Say it with me: browser crypto is bad. But if everyone really wants to build crypto apps using front-end skillsets (which I can understand, because I've done it[0]), go for it! Who says you need a browser? Use Phonegap[1], or node-webkit[2], or appjs[3], or TideSDK[4] (well, not Tide, unless you're a masochist). If you don't want/can't use Node's crypto stuff[5], use SJCL[6] or OpenPGP.js[7] (the last two are not battle-proof libraries, though, because browser crypto is bad so few serious cryptographers have bothered to review them... hopefully that will change if enough people use them outside of the browser). Voila! The convenience of the tools you know, and automatic cross-platform access, without the badness of browser crypto.

0. https://parley.co

1. http://phonegap.com/

2. https://github.com/rogerwang/node-webkit

3. http://appjs.com/

4. http://www.tidesdk.org/

5. http://nodejs.org/api/crypto.html

6. http://crypto.stanford.edu/sjcl/

7. http://openpgpjs.org/

We implemented a system where the key used to encrypt messages is generated in the browser and never leaves the browser. This ensures even we cant decrypt messages. The downside is the end user has to remember a 'Room Secret Key'.

You can read more here: https://www.tesla.im/#encrypted_rooms

We are just a few weeks into beta and have only a few hundred users. Been working well so far. However it's too early for us to give solid validations.

The negative response to this post is over the top.

At most, you can say that they overstated their case by neglecting to talk about server trust and using the word "comfortable" in an article about security. :)

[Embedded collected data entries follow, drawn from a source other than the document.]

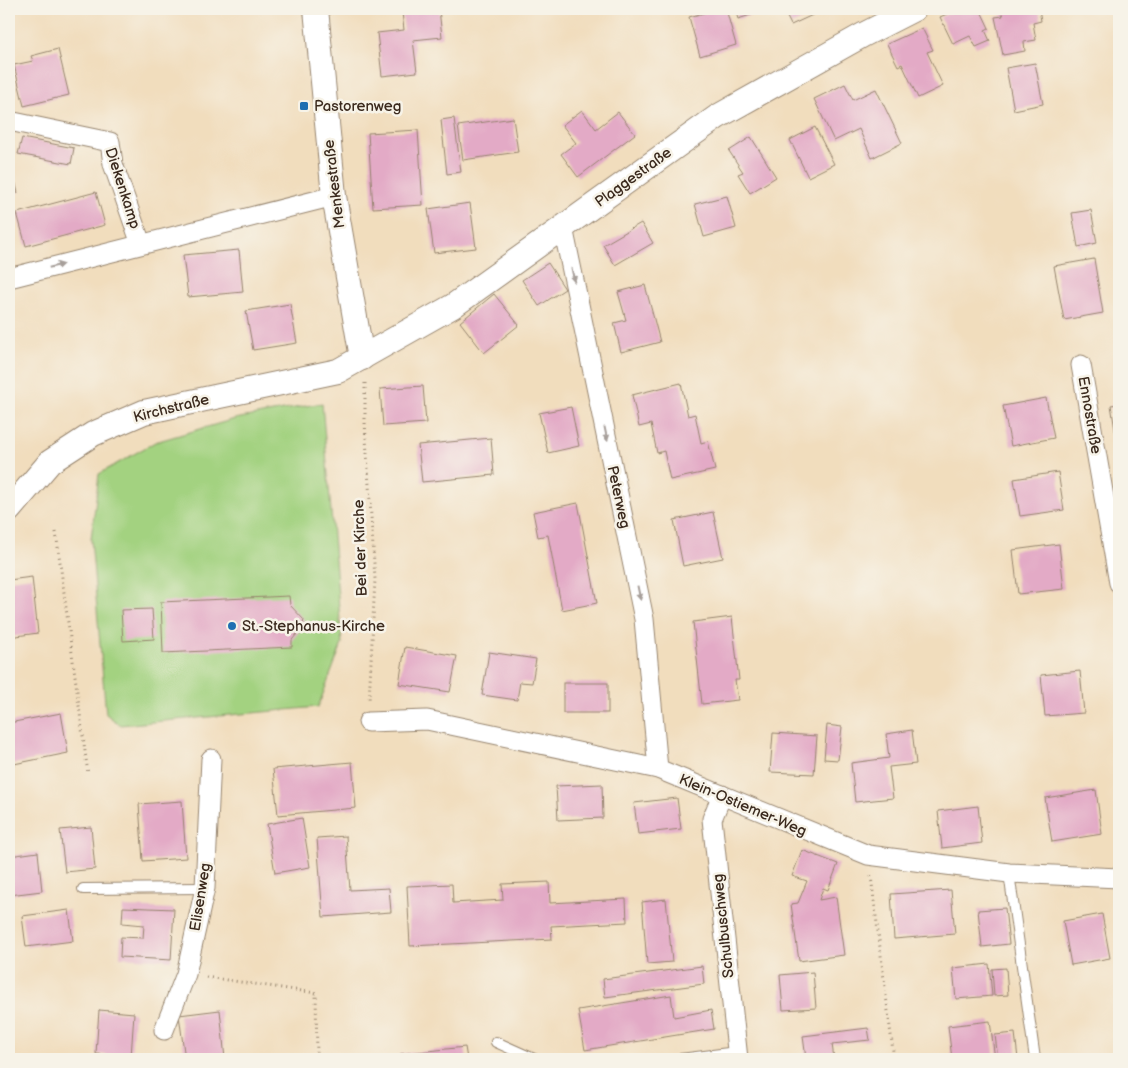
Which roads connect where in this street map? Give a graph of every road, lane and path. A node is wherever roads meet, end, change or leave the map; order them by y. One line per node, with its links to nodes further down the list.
1 (316, 9): 4 (street, Menkestraße)
2 (914, 9): 5 (street, Plaggestraße)
3 (9, 121): 6 (street, Diekenkamp)
4 (334, 196): 6 (street); 9 (street, Menkestraße)
5 (563, 227): 9 (street, Plaggestraße); 15 (street, Peterweg, one-way to 15)
6 (141, 244): 7 (street, one-way to 6)
7 (9, 278)
8 (1082, 365): 12 (street, Ennostraße)
9 (363, 366): 10 (street, Kirchstraße); 13 (path, Bei der Kirche)
10 (9, 510)
11 (56, 532): 16 (path)
12 (1119, 583)
13 (368, 722): 15 (street, Klein-Ostiemer-Weg)
14 (212, 759): 21 (street, Elisenweg)
15 (658, 769): 17 (street, Klein-Ostiemer-Weg)
16 (88, 774)
17 (722, 795): 18 (street, Klein-Ostiemer-Weg); 26 (street, Schulbuschweg)
18 (868, 855): 19 (street, Klein-Ostiemer-Weg); 30 (path)
19 (1009, 873): 20 (street, Klein-Ostiemer-Weg); 31 (lane)
20 (1119, 878)
21 (204, 888): 22 (lane); 23 (street, Elisenweg)
22 (83, 889)
23 (186, 974): 24 (street, Elisenweg); 27 (path)
24 (164, 1030)
25 (496, 1042): 28 (lane)
26 (737, 1055): 29 (lane)
27 (317, 1059)
28 (534, 1059)
29 (680, 1059)
30 (894, 1059)
31 (1035, 1059)

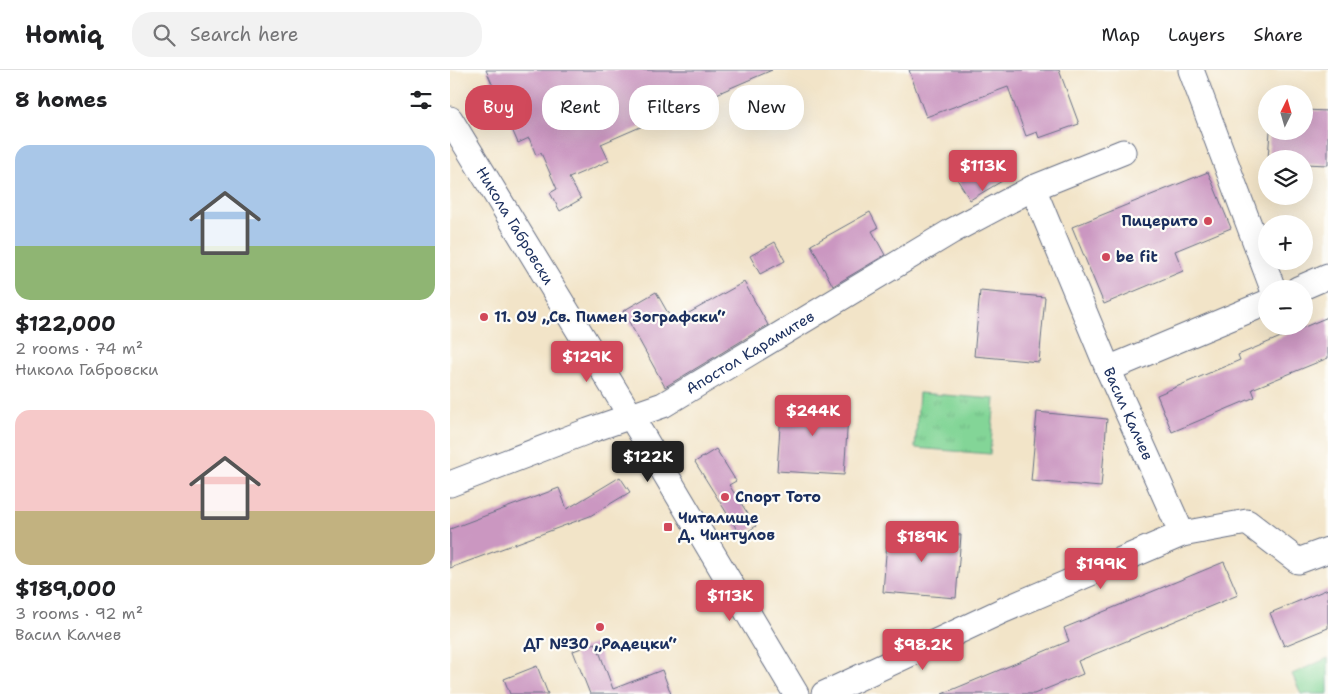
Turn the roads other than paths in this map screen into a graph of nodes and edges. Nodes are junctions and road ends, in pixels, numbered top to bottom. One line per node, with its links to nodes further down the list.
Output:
1 (1191, 70): 7 (street)
2 (450, 119): 3 (street, Никола Габровски)
3 (457, 143): 11 (street, Никола Габровски)
4 (1123, 152): 5 (street, Апостол Карамитев)
5 (1033, 188): 10 (street); 11 (street, Апостол Карамитев)
6 (1328, 276): 8 (street)
7 (1270, 280)
8 (1313, 282)
9 (1258, 305): 10 (street, Васил Калчев)
10 (1108, 369): 13 (street, Васил Калчев)
11 (631, 416): 12 (street, Апостол Карамитев); 15 (street, Никола Габровски)
12 (450, 484)
13 (1182, 534): 14 (street); 16 (street)
14 (1328, 550)
15 (796, 694)
16 (824, 694)

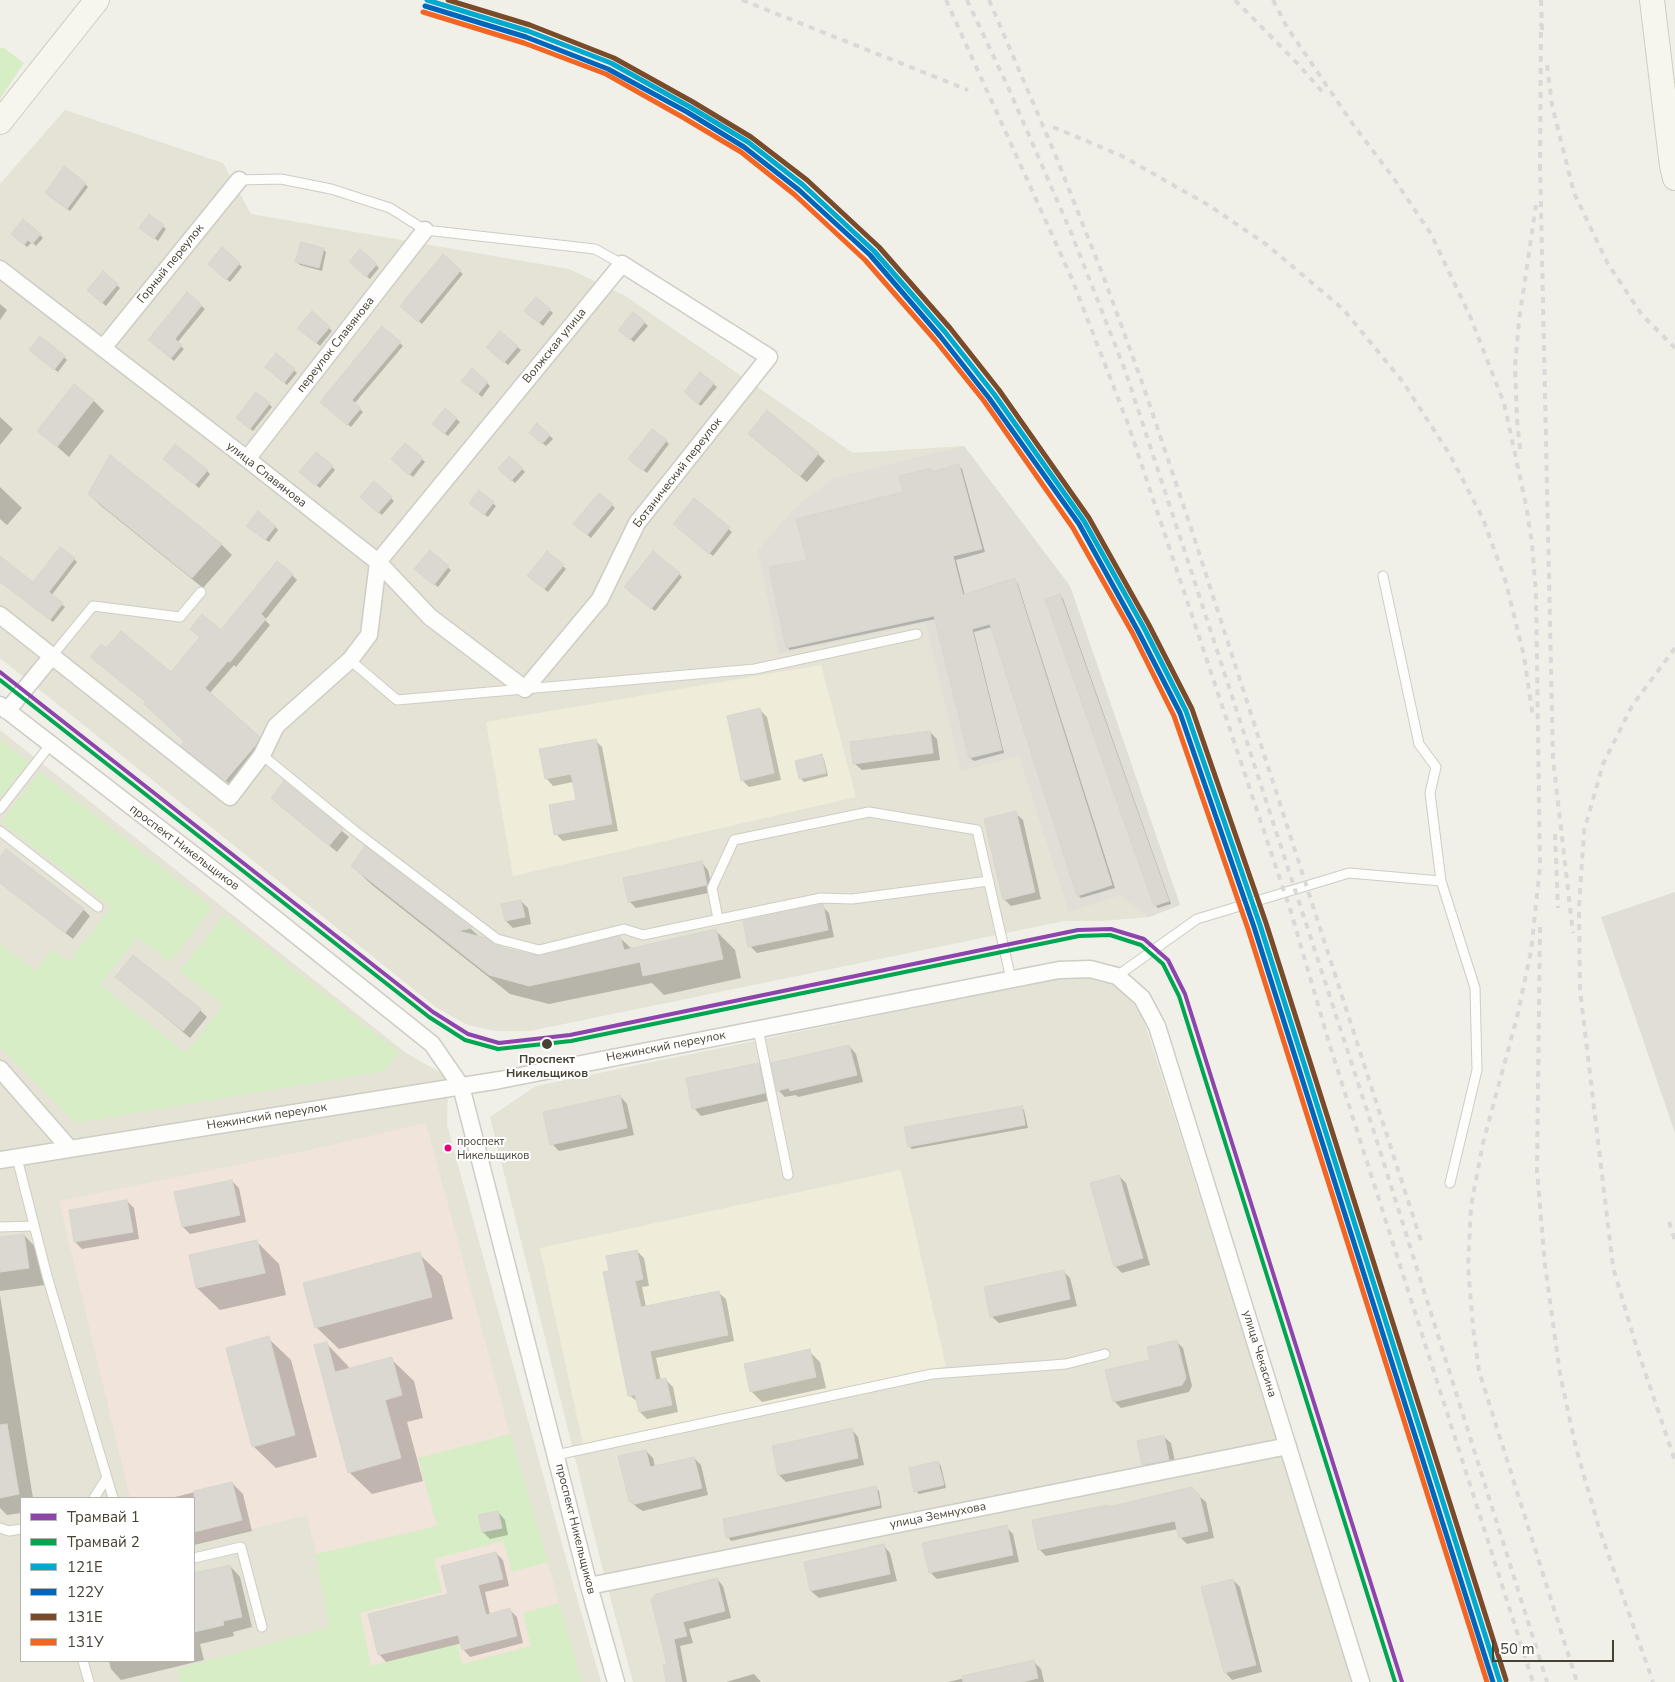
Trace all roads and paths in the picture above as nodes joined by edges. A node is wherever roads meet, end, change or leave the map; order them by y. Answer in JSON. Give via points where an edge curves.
{"nodes":[{"id":1,"x":96,"y":0,"type":"edge"},
{"id":2,"x":1652,"y":0,"type":"edge"},
{"id":3,"x":0,"y":122,"type":"edge"},
{"id":4,"x":1675,"y":178,"type":"edge"},
{"id":5,"x":239,"y":180,"type":"joint"},
{"id":6,"x":425,"y":230,"type":"junction"},
{"id":7,"x":622,"y":264,"type":"junction"},
{"id":8,"x":0,"y":269,"type":"edge"},
{"id":9,"x":103,"y":348,"type":"junction"},
{"id":10,"x":247,"y":459,"type":"junction"},
{"id":11,"x":378,"y":562,"type":"junction"},
{"id":12,"x":1383,"y":576,"type":"dead end"},
{"id":13,"x":201,"y":592,"type":"dead end"},
{"id":14,"x":0,"y":615,"type":"edge"},
{"id":15,"x":917,"y":634,"type":"dead end"},
{"id":16,"x":52,"y":656,"type":"junction"},
{"id":17,"x":350,"y":660,"type":"junction"},
{"id":18,"x":525,"y":689,"type":"junction"},
{"id":19,"x":4,"y":708,"type":"edge"},
{"id":20,"x":50,"y":745,"type":"junction"},
{"id":21,"x":262,"y":755,"type":"junction"},
{"id":22,"x":0,"y":809,"type":"edge"},
{"id":23,"x":0,"y":830,"type":"edge"},
{"id":24,"x":989,"y":881,"type":"junction"},
{"id":25,"x":1441,"y":881,"type":"junction"},
{"id":26,"x":98,"y":907,"type":"dead end"},
{"id":27,"x":718,"y":919,"type":"junction"},
{"id":28,"x":1117,"y":976,"type":"junction"},
{"id":29,"x":1011,"y":979,"type":"junction"},
{"id":30,"x":1157,"y":1026,"type":"joint"},
{"id":31,"x":758,"y":1028,"type":"junction"},
{"id":32,"x":0,"y":1069,"type":"edge"},
{"id":33,"x":461,"y":1086,"type":"junction"},
{"id":34,"x":70,"y":1149,"type":"junction"},
{"id":35,"x":17,"y":1158,"type":"junction"},
{"id":36,"x":0,"y":1160,"type":"edge"},
{"id":37,"x":788,"y":1175,"type":"dead end"},
{"id":38,"x":1450,"y":1183,"type":"dead end"},
{"id":39,"x":34,"y":1226,"type":"junction"},
{"id":40,"x":0,"y":1227,"type":"edge"},
{"id":41,"x":1105,"y":1354,"type":"dead end"},
{"id":42,"x":1288,"y":1446,"type":"junction"},
{"id":43,"x":556,"y":1455,"type":"junction"},
{"id":44,"x":106,"y":1479,"type":"junction"},
{"id":45,"x":95,"y":1497,"type":"edge"},
{"id":46,"x":113,"y":1497,"type":"edge"},
{"id":47,"x":0,"y":1528,"type":"edge"},
{"id":48,"x":20,"y":1529,"type":"edge"},
{"id":49,"x":195,"y":1558,"type":"edge"},
{"id":50,"x":589,"y":1586,"type":"junction"},
{"id":51,"x":262,"y":1627,"type":"dead end"},
{"id":52,"x":83,"y":1662,"type":"edge"},
{"id":53,"x":89,"y":1682,"type":"edge"},
{"id":54,"x":616,"y":1682,"type":"edge"},
{"id":55,"x":1361,"y":1682,"type":"edge"}],
"edges":[{"from":1,"to":3,"type":"main road"},
{"from":2,"to":4,"type":"main road"},
{"from":5,"to":6,"type":"lane","via":[[281,180],[331,189],[390,208]]},
{"from":5,"to":9,"type":"street","name":"Горный переулок"},
{"from":6,"to":7,"type":"lane","via":[[594,249]]},
{"from":6,"to":10,"type":"street","name":"переулок Славянова"},
{"from":7,"to":11,"type":"street","name":"Волжская улица"},
{"from":7,"to":18,"type":"street","name":"Ботанический переулок","via":[[769,357],[637,523],[600,599]]},
{"from":8,"to":9,"type":"street","name":"улица Славянова"},
{"from":9,"to":10,"type":"street","name":"улица Славянова"},
{"from":10,"to":11,"type":"street","name":"улица Славянова"},
{"from":11,"to":17,"type":"street","via":[[369,635]]},
{"from":11,"to":18,"type":"street","name":"улица Славянова","via":[[430,617]]},
{"from":12,"to":25,"type":"lane","via":[[1419,744],[1436,767],[1430,793]]},
{"from":13,"to":16,"type":"lane","via":[[180,617],[93,606]]},
{"from":14,"to":16,"type":"street"},
{"from":15,"to":18,"type":"lane","via":[[755,669]]},
{"from":16,"to":19,"type":"street"},
{"from":16,"to":21,"type":"street","via":[[230,797]]},
{"from":17,"to":18,"type":"lane","via":[[397,700]]},
{"from":17,"to":21,"type":"street","via":[[276,726]]},
{"from":19,"to":20,"type":"street","name":"проспект Никельщиков"},
{"from":20,"to":22,"type":"lane"},
{"from":20,"to":33,"type":"street","name":"проспект Никельщиков","via":[[237,888],[432,1044]]},
{"from":21,"to":27,"type":"lane","via":[[355,831],[497,939],[539,950],[624,929],[643,935]]},
{"from":23,"to":26,"type":"lane"},
{"from":24,"to":27,"type":"lane","via":[[852,899],[821,898]]},
{"from":24,"to":27,"type":"lane","via":[[977,830],[869,812],[734,840],[712,888]]},
{"from":24,"to":29,"type":"lane"},
{"from":25,"to":28,"type":"lane","via":[[1349,873],[1197,919]]},
{"from":25,"to":38,"type":"lane","via":[[1475,988],[1477,1052],[1477,1070]]},
{"from":28,"to":29,"type":"street","name":"Нежинский переулок","via":[[1090,969],[1059,970]]},
{"from":28,"to":30,"type":"street","name":"Нежинский переулок","via":[[1142,998]]},
{"from":29,"to":31,"type":"street","name":"Нежинский переулок"},
{"from":30,"to":42,"type":"street","name":"улица Чекасина"},
{"from":31,"to":33,"type":"street","name":"Нежинский переулок"},
{"from":31,"to":37,"type":"lane"},
{"from":32,"to":34,"type":"street"},
{"from":33,"to":34,"type":"street","name":"Нежинский переулок"},
{"from":33,"to":43,"type":"street","name":"проспект Никельщиков"},
{"from":34,"to":35,"type":"street","name":"Нежинский переулок"},
{"from":35,"to":36,"type":"street","name":"Нежинский переулок"},
{"from":35,"to":39,"type":"lane"},
{"from":39,"to":40,"type":"lane"},
{"from":39,"to":44,"type":"lane"},
{"from":41,"to":43,"type":"lane","via":[[1066,1364],[932,1374]]},
{"from":42,"to":50,"type":"street","name":"улица Земнухова"},
{"from":42,"to":55,"type":"street","name":"улица Чекасина"},
{"from":43,"to":50,"type":"street","name":"проспект Никельщиков"},
{"from":44,"to":45,"type":"lane"},
{"from":44,"to":46,"type":"lane"},
{"from":47,"to":48,"type":"lane"},
{"from":49,"to":51,"type":"lane","via":[[241,1547]]},
{"from":50,"to":54,"type":"street","name":"проспект Никельщиков"},
{"from":52,"to":53,"type":"lane"}]}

To address a few red herrings:

Saying that no solution is better than a flawed solution is absurd. There's no such thing as impenetrable security. On that basis, we shouldn't bother with HTTPS. For that matter, we shouldn't bother with passwords, either.

We do these things because they make attacks incrementally more difficult and thus redirect attackers' efforts to more vulnerable targets, or make it expensive enough not to bother. Every little bit helps.

Saying that you can't do this because you have to verify everything on every page load utterly ignores the past decade of development of rich client applications.

Saying that you shouldn't do this because it's been tried before also ignores virtually the entire history of technological innovation.

This is important problem and constructive criticism from security experts is extremely valuable. But the only "sophistry" I'm seeing here is from the people who can help the most.

This is a beta, invite-only app bootstrapped out of the proverbial garage. Their blog post on the technical details missed a few things. If you've ever been in those shoes, you know how easy that is to do. I've seen billion dollar companies do worse. Most of the article was accurate, well-written, and probably helpful to a lot of readers.

Help 'em out, don't tear 'em down.

It sounds like Lastpass is a goner, then.